Chris Evans: Over the years, we've moved from mainframe to dedicated client/server hardware, to server virtualisation. At each stage, the "source" application has been relatively easy to identify. Because:
- Mainframe – permanent deployment, lasting years. Data typically backed up via volumes (LUNs) that have sensible names or are in application pools. Easy to map applications/data due to the static nature of the environment.
- Server hardware – effectively permanent application hosts. Servers are deployed 3-5+ years with standard naming and applications/data are only moved elsewhere when the server is refreshed. The only risky time is when applications are refreshed or moved to another server. Support teams need to know where the application was previously.
- Virtual Server – typically up to 3-year lifetime, generally static names. Relatively easy to know where an application lives, although refreshes may occur more frequently to new VMs as it is sometimes easier to build from scratch than upgrade in place. IT organisations are increasingly rebuilding VMs from templates or “code” and injecting data once rebuilt, rather than recovering the entire VM. This is starting to separate application data from the application code and “wrapper” (e.g. VM and operating system).
In all of the above examples, the inventory of metadata that tracks the application can be aligned with the physical or virtual server.
Data protection systems need to provide some form of inventory/metadata that allows the easy mapping of application name to the application package. With long-running systems, this is much easier as even with poor inventory practices, local site knowledge tends to help (developers know the names of the applications/servers they are supporting).
However, IT organisations should not rely on the backup system as that system of record, because servers get deleted/refreshed and in the case of a disaster, the staff performing the recovery may not have site knowledge.
El Reg: Is it better to use file or blocks (LUNs) for backups?
Chris Evans: If we look back at the backup environments over time, all backup systems have backed up at either the file or application level. This is because the data itself has metadata associated with it.
File backups have file name, date, time etc. Database backups have the database name, table name, etc.
A raw "LUN" has no metadata associated with it. We can't see the contents and unless there’s some way to assign metadata to the LUN, we can’t identify where it came from, security protocols or anything valuable.
The backup system can't (easily) index a LUN image copy and we can only do basic deduplication of blocks to save on backup space. We can't, for example, do partial recovers from a LUN image copy, unless we can see the contents.
It's worth noting that of course, backup systems could mount the volume and attempt to read it. This was a process done years ago to index/backup data from snapshots or clones, but it is tedious. LUN snapshots will be "crash consistent" unless we have some host agent to quiesce the application before taking a copy. There is no guarantee that a crash consistent volume can be successfully recovered.
El Reg: Does containerisation change things at all?
Chris Evans: Containers extend the longevity paradigm and can exist for hours or days, or even a few minutes.

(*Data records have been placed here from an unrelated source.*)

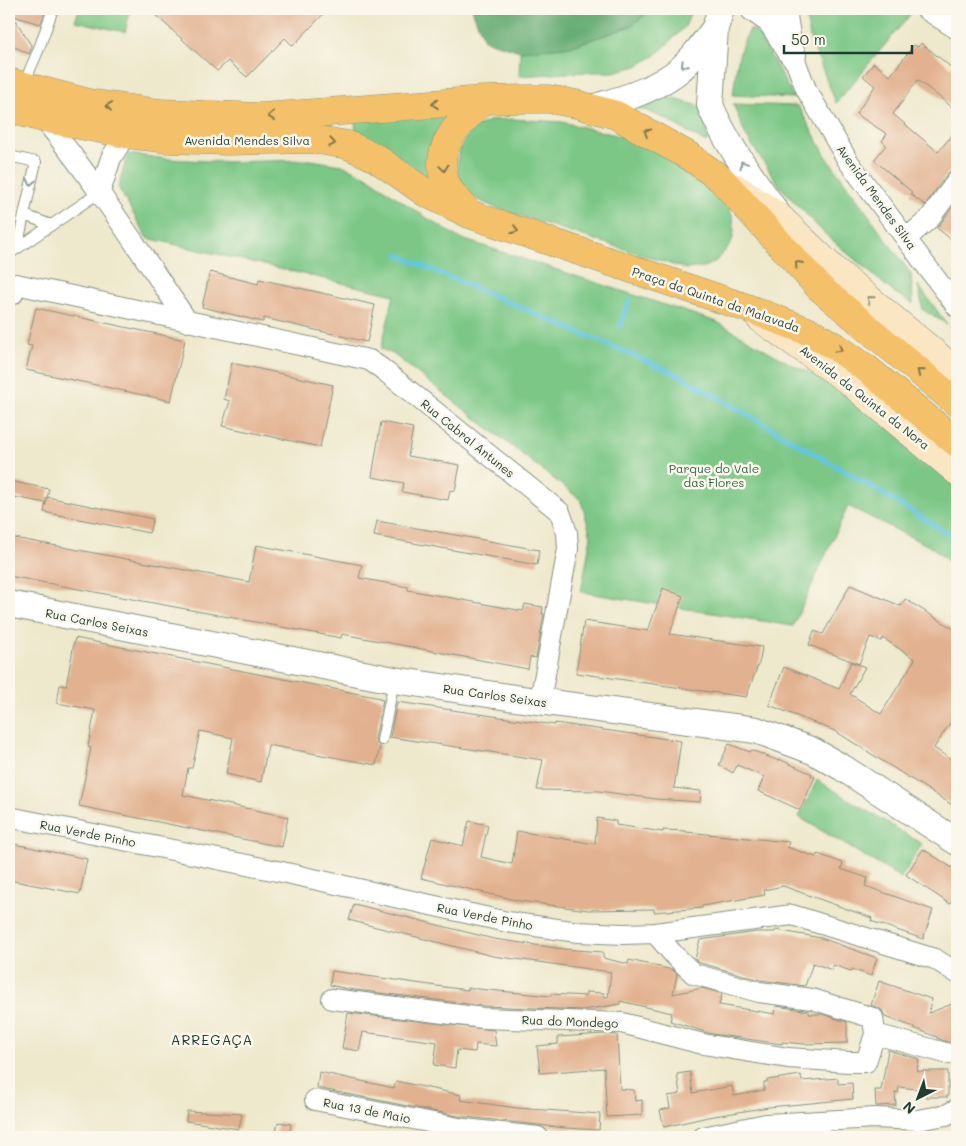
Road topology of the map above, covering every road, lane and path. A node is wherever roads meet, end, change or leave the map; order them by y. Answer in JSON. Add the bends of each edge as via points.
{"nodes":[{"id":1,"x":53,"y":9,"type":"edge"},
{"id":2,"x":754,"y":9,"type":"edge"},
{"id":3,"x":786,"y":9,"type":"edge"},
{"id":4,"x":927,"y":10,"type":"dead end"},
{"id":5,"x":718,"y":18,"type":"edge"},
{"id":6,"x":957,"y":29,"type":"edge"},
{"id":7,"x":793,"y":55,"type":"junction"},
{"id":8,"x":16,"y":84,"type":"edge"},
{"id":9,"x":484,"y":100,"type":"junction"},
{"id":10,"x":591,"y":108,"type":"junction"},
{"id":11,"x":9,"y":109,"type":"edge"},
{"id":12,"x":43,"y":118,"type":"junction"},
{"id":13,"x":126,"y":134,"type":"junction"},
{"id":14,"x":9,"y":156,"type":"edge"},
{"id":15,"x":721,"y":179,"type":"junction"},
{"id":16,"x":957,"y":181,"type":"edge"},
{"id":17,"x":100,"y":192,"type":"junction"},
{"id":18,"x":469,"y":214,"type":"junction"},
{"id":19,"x":24,"y":215,"type":"junction"},
{"id":20,"x":780,"y":218,"type":"junction"},
{"id":21,"x":52,"y":225,"type":"junction"},
{"id":22,"x":907,"y":238,"type":"junction"},
{"id":23,"x":13,"y":251,"type":"edge"},
{"id":24,"x":13,"y":294,"type":"dead end"},
{"id":25,"x":957,"y":307,"type":"edge"},
{"id":26,"x":747,"y":308,"type":"junction"},
{"id":27,"x":188,"y":322,"type":"junction"},
{"id":28,"x":957,"y":372,"type":"edge"},
{"id":29,"x":957,"y":403,"type":"edge"},
{"id":30,"x":948,"y":436,"type":"edge"},
{"id":31,"x":957,"y":471,"type":"edge"},
{"id":32,"x":9,"y":604,"type":"edge"},
{"id":33,"x":394,"y":680,"type":"junction"},
{"id":34,"x":540,"y":701,"type":"junction"},
{"id":35,"x":382,"y":740,"type":"dead end"},
{"id":36,"x":9,"y":817,"type":"edge"},
{"id":37,"x":957,"y":842,"type":"edge"},
{"id":38,"x":655,"y":933,"type":"junction"},
{"id":39,"x":957,"y":972,"type":"edge"},
{"id":40,"x":332,"y":1000,"type":"dead end"},
{"id":41,"x":874,"y":1026,"type":"junction"},
{"id":42,"x":950,"y":1054,"type":"dead end"},
{"id":43,"x":315,"y":1100,"type":"dead end"},
{"id":44,"x":957,"y":1109,"type":"edge"},
{"id":45,"x":538,"y":1137,"type":"edge"},
{"id":46,"x":703,"y":1137,"type":"edge"}],
"edges":[{"from":1,"to":8,"type":"lane"},
{"from":2,"to":7,"type":"street","via":[[770,21]]},
{"from":3,"to":7,"type":"street","name":"Avenida Mendes Silva"},
{"from":4,"to":6,"type":"street"},
{"from":5,"to":10,"type":"street","one_way":true,"via":[[687,62],[674,74],[632,96]]},
{"from":20,"to":5,"type":"street","one_way":true,"via":[[745,168],[710,105]]},
{"from":7,"to":22,"type":"street","name":"Avenida Mendes Silva","via":[[806,89],[848,161]]},
{"from":9,"to":8,"type":"main road","name":"Avenida Mendes Silva","one_way":true,"via":[[263,117],[135,110],[89,103]]},
{"from":9,"to":10,"type":"main road","via":[[550,99]]},
{"from":9,"to":18,"type":"main road","one_way":true,"via":[[450,135],[442,152],[447,187]]},
{"from":15,"to":10,"type":"main road","one_way":true,"via":[[634,124]]},
{"from":11,"to":12,"type":"main road","name":"Avenida Mendes Silva"},
{"from":12,"to":13,"type":"main road","name":"Avenida Mendes Silva"},
{"from":12,"to":17,"type":"street"},
{"from":13,"to":17,"type":"street","via":[[111,158]]},
{"from":13,"to":18,"type":"main road","name":"Avenida Mendes Silva","one_way":true,"via":[[226,141],[312,139],[348,146],[376,158],[426,194]]},
{"from":14,"to":19,"type":"lane","one_way":true,"via":[[36,162]]},
{"from":15,"to":20,"type":"main road"},
{"from":29,"to":15,"type":"main road","one_way":true,"via":[[820,288]]},
{"from":16,"to":22,"type":"street","via":[[929,219]]},
{"from":17,"to":21,"type":"lane"},
{"from":17,"to":27,"type":"street"},
{"from":18,"to":26,"type":"main road","name":"Praça da Quinta da Malavada","one_way":true},
{"from":19,"to":21,"type":"lane"},
{"from":19,"to":23,"type":"lane"},
{"from":28,"to":20,"type":"main road","one_way":true,"via":[[836,271]]},
{"from":21,"to":23,"type":"lane"},
{"from":22,"to":25,"type":"street","name":"Avenida Mendes Silva"},
{"from":24,"to":27,"type":"street","name":"Rua Cabral Antunes","via":[[16,284]]},
{"from":26,"to":30,"type":"main road","name":"Praça da Quinta da Malavada","one_way":true,"via":[[810,332],[839,349]]},
{"from":26,"to":31,"type":"main road","name":"Avenida da Quinta da Nora","via":[[849,382]]},
{"from":27,"to":34,"type":"street","name":"Rua Cabral Antunes","via":[[369,360],[560,512],[568,549]]},
{"from":32,"to":33,"type":"street","name":"Rua Carlos Seixas"},
{"from":33,"to":34,"type":"street","name":"Rua Carlos Seixas"},
{"from":33,"to":35,"type":"lane"},
{"from":34,"to":37,"type":"street","name":"Rua Carlos Seixas","via":[[756,730],[813,751]]},
{"from":36,"to":38,"type":"street","name":"Rua Verde Pinho","via":[[282,872],[507,922],[578,932]]},
{"from":38,"to":39,"type":"street","name":"Rua Verde Pinho","via":[[792,915],[935,959]]},
{"from":38,"to":41,"type":"street","via":[[694,974],[758,992],[812,999]]},
{"from":40,"to":41,"type":"street","name":"Rua do Mondego","via":[[483,1018],[622,1023],[703,1044],[788,1058],[849,1062],[866,1062]]},
{"from":41,"to":42,"type":"street"},
{"from":43,"to":45,"type":"street","name":"Rua 13 de Maio","via":[[464,1129]]},
{"from":44,"to":46,"type":"street","via":[[946,1115],[918,1120],[875,1118],[766,1124]]}]}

A busy container environment could create and destroy millions of containers per day. This could be for a variety of reasons:
- Scale up/down processing to meet demand (think of web server processes increasing to manage daytime traffic and reducing at night)
- Due to errors – a container application crashes and gets restarted.
- Code gets upgraded. An application is changed with a new feature added. The container image is simply restarted from the new code to implement the change.
Now we have separated the data from the application "package". Both operate independently. This is of great benefit for developers because the separation allows them to test against test/dev images in parallel to each other, rather than having to share one or two test/dev environments. Pushing code to production is easier as the production image simply needs to be pointed to the production data.
The second challenge with containers is the way in which persistent data has been mapped to them. The original laughable assumption was that all containers would be ephemeral and be temporary data sources.
Applications would be protected by application-based replication, so if any single container died, the remaining containers running the application would keep things running while a new container was respawned and the data re-protected (a bit like recovering a failed drive in RAID).
This of course, was nonsense and would never have got past any auditors in a decent enterprise, because the risk of data loss was so great.
Also, it makes no sense to assume the only copy of data is in running applications, when data is copied/replicated for a wide variety of reasons (like ransomware). Quickly the industry realised that persistent storage was needed, but decided to go down the route of LUNs mapped to a host running a container and then formatting a file system onto it. The LUN would then be presented into the container as a file system (e.g. /DATA).
This process works, but has issues. If the container host dies, the LUN has to be mapped to a new container host (a new physical or virtual server). This could be a big problem if there are dozens or hundreds of LUNs attached to a single server.
Second, some operating systems have limits on the number of LUNs mapped to a single OS instance. This immediately limits the number of containers that host can run.
Third, the security model means we have to permit the LUNs to be accessible by ANY container that might run on that host – it's security to the whole host or nothing. So we need a secondary security mechanism to ensure the LUN is only mapped to our application container. This never existed in the initial implementations of platforms like Docker.
Containers, therefore introduce many issues with persistent data, because the LUN was originally meant to be a pseudo physical disk, not a location for data.
El Reg: Is it the case that a VM, which is a file, can be backed up, with the app being the VM, whereas there is no such VM-like framework with containers, so that an app cannot be referenced as some sort of VM-like containerised system construct?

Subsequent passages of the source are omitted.